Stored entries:
====

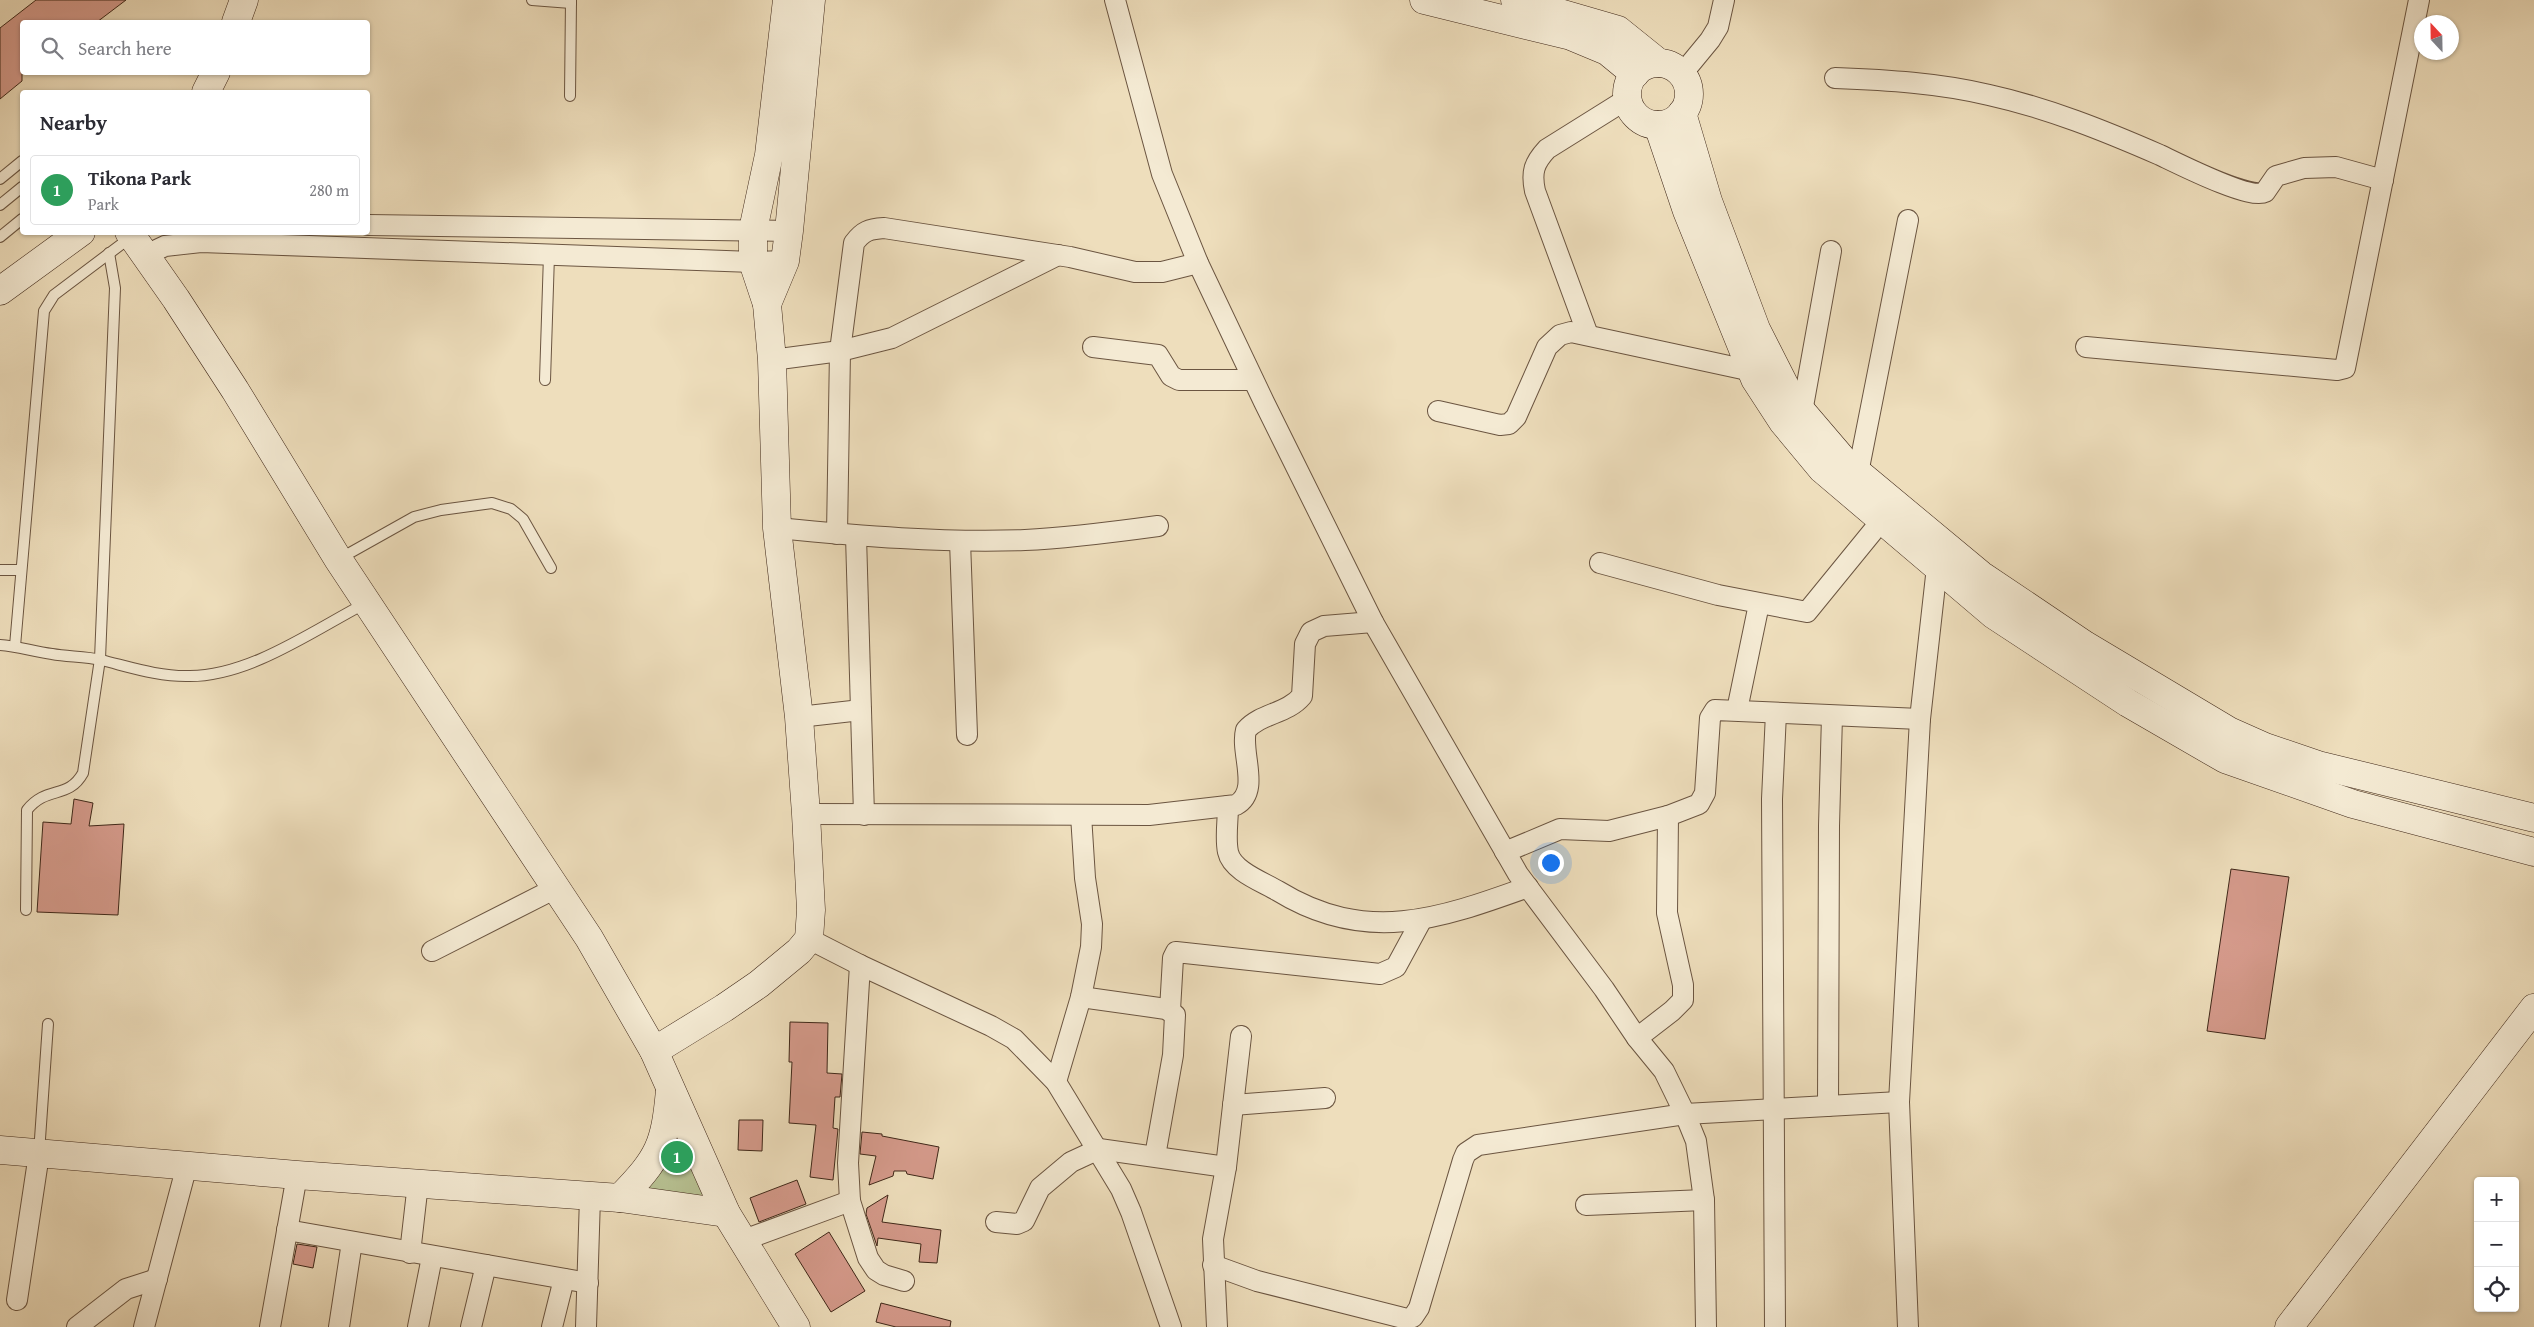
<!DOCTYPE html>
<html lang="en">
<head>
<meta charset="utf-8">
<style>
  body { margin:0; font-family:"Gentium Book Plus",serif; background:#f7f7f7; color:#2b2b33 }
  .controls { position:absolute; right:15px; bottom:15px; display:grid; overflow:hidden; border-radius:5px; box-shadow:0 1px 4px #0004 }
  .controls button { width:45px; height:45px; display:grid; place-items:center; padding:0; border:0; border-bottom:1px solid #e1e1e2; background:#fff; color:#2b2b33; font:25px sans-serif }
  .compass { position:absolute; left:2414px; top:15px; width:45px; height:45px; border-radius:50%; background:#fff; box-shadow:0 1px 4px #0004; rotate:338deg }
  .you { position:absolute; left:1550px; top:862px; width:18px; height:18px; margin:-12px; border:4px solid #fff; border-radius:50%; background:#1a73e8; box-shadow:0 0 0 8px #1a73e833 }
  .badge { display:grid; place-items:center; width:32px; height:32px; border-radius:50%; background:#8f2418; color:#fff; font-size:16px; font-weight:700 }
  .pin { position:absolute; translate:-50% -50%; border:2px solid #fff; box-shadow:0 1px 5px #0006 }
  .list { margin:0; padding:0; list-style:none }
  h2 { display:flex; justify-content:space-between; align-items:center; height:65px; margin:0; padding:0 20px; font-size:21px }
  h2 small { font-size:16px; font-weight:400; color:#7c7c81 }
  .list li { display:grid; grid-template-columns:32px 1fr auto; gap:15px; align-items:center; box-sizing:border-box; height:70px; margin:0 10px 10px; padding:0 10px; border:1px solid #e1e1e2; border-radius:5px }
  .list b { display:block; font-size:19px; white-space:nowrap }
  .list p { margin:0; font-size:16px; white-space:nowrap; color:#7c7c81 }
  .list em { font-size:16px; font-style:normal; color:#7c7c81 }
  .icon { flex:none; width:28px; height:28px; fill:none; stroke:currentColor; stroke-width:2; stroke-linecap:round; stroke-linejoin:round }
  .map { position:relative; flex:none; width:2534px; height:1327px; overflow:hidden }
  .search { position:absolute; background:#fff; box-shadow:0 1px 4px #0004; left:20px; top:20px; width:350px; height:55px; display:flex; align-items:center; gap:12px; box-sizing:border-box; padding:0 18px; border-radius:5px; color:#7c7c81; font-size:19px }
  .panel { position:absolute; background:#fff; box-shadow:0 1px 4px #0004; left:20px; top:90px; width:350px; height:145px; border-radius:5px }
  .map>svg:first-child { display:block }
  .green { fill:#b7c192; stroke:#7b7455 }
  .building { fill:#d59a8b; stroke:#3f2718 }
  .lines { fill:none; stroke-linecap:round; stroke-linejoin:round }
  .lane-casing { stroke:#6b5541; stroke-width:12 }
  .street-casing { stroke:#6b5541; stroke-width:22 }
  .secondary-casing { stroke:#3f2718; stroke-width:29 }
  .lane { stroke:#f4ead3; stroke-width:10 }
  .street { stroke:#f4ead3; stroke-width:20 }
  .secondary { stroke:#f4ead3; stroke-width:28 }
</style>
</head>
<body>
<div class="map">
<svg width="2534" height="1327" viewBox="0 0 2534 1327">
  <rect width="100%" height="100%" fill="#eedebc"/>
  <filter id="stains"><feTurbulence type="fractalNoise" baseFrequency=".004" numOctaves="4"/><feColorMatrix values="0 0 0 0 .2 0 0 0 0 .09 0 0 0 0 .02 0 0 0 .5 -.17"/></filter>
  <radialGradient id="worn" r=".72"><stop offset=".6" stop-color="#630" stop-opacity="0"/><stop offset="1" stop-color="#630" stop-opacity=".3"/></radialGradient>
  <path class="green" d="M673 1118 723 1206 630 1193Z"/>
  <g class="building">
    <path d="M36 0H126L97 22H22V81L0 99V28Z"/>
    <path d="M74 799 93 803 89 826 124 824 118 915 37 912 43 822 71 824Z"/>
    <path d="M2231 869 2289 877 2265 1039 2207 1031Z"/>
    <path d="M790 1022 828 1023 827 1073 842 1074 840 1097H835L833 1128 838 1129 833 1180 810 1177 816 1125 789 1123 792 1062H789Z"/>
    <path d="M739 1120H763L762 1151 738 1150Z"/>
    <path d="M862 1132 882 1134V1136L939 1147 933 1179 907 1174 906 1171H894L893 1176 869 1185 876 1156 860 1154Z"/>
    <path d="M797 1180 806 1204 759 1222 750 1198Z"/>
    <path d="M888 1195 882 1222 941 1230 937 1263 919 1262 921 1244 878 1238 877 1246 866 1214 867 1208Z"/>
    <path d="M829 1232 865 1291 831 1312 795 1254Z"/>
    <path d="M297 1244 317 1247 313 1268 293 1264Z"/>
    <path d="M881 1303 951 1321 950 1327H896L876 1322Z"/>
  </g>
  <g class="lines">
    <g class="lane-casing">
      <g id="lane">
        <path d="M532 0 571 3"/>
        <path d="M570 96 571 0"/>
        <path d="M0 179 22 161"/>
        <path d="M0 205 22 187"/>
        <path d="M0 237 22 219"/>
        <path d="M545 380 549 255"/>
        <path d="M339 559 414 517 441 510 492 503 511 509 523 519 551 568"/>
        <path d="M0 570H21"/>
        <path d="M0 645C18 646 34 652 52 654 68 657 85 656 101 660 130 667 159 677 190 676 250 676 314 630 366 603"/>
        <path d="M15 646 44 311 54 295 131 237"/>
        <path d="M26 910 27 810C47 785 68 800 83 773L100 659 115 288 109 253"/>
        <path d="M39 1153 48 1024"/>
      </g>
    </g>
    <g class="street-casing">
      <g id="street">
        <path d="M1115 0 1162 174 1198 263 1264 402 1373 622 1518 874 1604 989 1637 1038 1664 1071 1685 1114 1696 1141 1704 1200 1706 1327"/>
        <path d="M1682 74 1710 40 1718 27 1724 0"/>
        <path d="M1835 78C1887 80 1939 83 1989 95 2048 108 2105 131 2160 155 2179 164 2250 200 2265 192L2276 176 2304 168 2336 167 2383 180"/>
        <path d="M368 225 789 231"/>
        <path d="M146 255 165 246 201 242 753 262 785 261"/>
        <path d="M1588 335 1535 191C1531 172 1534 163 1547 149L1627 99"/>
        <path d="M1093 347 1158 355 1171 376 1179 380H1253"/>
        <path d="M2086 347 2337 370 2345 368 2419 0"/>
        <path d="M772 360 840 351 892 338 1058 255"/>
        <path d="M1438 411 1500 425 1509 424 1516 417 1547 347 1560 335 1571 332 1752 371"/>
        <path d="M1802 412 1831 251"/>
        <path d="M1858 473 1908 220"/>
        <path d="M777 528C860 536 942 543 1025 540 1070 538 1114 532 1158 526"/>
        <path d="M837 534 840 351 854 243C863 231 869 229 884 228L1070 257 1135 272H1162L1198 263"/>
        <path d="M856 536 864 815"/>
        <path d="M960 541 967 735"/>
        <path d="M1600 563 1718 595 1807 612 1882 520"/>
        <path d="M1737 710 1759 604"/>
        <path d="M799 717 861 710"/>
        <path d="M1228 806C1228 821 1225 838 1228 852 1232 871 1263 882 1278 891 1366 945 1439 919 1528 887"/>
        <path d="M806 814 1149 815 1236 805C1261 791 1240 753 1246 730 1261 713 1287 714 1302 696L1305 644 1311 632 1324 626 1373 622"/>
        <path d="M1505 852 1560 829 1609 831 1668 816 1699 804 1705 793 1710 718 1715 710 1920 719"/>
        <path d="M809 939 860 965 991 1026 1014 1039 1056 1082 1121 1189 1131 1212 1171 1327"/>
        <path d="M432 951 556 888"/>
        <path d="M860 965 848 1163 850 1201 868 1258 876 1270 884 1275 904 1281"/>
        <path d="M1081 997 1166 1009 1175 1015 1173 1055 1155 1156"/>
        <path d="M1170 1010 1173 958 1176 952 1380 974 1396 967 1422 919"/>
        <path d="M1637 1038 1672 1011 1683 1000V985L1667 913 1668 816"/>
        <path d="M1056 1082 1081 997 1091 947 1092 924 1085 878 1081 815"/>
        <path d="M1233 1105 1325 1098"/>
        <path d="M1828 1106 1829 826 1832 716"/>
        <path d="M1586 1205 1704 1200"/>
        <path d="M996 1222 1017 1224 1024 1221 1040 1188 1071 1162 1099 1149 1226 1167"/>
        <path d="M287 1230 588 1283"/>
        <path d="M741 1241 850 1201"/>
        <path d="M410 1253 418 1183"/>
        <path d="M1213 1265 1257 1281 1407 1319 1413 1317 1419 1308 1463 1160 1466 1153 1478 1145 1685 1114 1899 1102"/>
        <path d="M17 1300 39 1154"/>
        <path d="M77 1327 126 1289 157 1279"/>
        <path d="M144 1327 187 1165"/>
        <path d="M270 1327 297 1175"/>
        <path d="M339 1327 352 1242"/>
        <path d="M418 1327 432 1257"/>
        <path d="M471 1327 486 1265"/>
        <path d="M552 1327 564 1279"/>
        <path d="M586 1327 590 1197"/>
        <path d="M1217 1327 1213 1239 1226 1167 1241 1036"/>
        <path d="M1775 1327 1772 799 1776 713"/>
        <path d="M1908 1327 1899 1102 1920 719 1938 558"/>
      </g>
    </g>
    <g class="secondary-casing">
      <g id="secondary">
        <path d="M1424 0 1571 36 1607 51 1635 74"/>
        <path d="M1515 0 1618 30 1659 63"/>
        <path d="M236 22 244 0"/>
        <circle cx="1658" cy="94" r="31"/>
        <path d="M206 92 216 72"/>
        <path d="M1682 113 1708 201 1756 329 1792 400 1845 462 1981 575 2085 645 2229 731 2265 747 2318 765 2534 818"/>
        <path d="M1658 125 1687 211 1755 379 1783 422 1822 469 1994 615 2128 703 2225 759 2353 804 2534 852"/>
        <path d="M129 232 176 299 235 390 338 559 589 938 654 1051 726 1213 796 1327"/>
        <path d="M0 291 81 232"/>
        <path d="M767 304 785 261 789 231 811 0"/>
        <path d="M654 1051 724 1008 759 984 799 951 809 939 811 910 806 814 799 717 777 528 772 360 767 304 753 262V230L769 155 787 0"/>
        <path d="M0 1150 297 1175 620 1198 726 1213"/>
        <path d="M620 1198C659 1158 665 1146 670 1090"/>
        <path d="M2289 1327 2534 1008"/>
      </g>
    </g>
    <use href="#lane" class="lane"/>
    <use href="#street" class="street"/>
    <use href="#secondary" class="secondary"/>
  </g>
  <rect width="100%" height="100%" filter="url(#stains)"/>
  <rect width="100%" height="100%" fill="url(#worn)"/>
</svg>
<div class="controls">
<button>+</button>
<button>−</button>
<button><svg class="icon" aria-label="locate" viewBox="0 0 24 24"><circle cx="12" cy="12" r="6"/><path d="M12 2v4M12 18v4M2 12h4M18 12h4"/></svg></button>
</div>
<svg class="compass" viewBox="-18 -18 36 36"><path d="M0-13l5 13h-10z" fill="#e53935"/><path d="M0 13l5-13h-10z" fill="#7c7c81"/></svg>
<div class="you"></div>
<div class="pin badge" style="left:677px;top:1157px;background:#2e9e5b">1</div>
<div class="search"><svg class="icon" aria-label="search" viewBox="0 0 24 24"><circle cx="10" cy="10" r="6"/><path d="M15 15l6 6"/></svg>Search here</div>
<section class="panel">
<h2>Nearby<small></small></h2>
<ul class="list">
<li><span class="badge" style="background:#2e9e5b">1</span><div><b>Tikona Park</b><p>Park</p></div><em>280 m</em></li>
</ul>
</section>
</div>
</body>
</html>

====

Task item
Note each line above that holds "button", then copy all of them.

Task answer
  .controls button { width:45px; height:45px; display:grid; place-items:center; padding:0; border:0; border-bottom:1px solid #e1e1e2; background:#fff; color:#2b2b33; font:25px sans-serif }
<button>+</button>
<button>−</button>
<button><svg class="icon" aria-label="locate" viewBox="0 0 24 24"><circle cx="12" cy="12" r="6"/><path d="M12 2v4M12 18v4M2 12h4M18 12h4"/></svg></button>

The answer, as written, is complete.